Determine how many lines in the entries below hold "roads". Respond with that number only.
***
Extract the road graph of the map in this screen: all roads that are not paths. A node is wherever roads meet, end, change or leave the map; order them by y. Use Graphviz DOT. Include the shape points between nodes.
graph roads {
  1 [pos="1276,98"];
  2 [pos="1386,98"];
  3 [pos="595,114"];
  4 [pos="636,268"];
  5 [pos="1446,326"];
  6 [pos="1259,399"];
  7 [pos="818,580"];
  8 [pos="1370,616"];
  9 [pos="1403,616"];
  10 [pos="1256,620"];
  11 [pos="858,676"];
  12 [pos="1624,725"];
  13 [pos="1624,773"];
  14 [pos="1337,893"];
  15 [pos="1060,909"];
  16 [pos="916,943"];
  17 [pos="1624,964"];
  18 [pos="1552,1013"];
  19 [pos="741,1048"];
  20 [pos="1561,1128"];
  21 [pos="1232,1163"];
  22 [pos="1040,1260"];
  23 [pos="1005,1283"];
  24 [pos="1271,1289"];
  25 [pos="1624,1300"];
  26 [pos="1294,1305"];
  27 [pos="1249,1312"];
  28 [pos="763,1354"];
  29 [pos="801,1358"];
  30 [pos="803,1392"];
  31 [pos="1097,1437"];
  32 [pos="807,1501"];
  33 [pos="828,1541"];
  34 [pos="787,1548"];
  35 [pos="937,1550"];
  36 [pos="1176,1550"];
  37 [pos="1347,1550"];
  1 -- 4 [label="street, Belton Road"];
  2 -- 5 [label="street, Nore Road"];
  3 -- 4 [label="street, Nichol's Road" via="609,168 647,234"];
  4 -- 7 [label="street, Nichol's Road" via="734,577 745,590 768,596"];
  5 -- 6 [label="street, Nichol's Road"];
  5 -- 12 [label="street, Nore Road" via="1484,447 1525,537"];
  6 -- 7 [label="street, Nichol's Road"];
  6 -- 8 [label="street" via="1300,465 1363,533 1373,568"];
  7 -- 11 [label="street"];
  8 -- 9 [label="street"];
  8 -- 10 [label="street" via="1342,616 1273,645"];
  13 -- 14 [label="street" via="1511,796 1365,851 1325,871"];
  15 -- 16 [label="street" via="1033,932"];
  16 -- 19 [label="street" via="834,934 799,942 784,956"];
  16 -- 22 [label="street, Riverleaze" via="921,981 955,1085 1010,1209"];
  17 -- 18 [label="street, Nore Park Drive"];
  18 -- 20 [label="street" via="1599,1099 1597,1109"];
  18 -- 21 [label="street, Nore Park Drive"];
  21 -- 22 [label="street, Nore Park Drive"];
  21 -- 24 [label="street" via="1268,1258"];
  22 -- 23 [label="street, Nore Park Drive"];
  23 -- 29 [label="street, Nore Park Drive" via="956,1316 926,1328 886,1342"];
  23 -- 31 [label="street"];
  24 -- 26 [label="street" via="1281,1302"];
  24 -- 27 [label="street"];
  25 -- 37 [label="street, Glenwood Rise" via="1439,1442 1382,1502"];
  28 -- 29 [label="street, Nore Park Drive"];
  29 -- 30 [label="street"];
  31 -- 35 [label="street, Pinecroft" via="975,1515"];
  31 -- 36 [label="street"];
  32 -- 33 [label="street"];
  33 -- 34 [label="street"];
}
***
→ **Solution for this problem**
2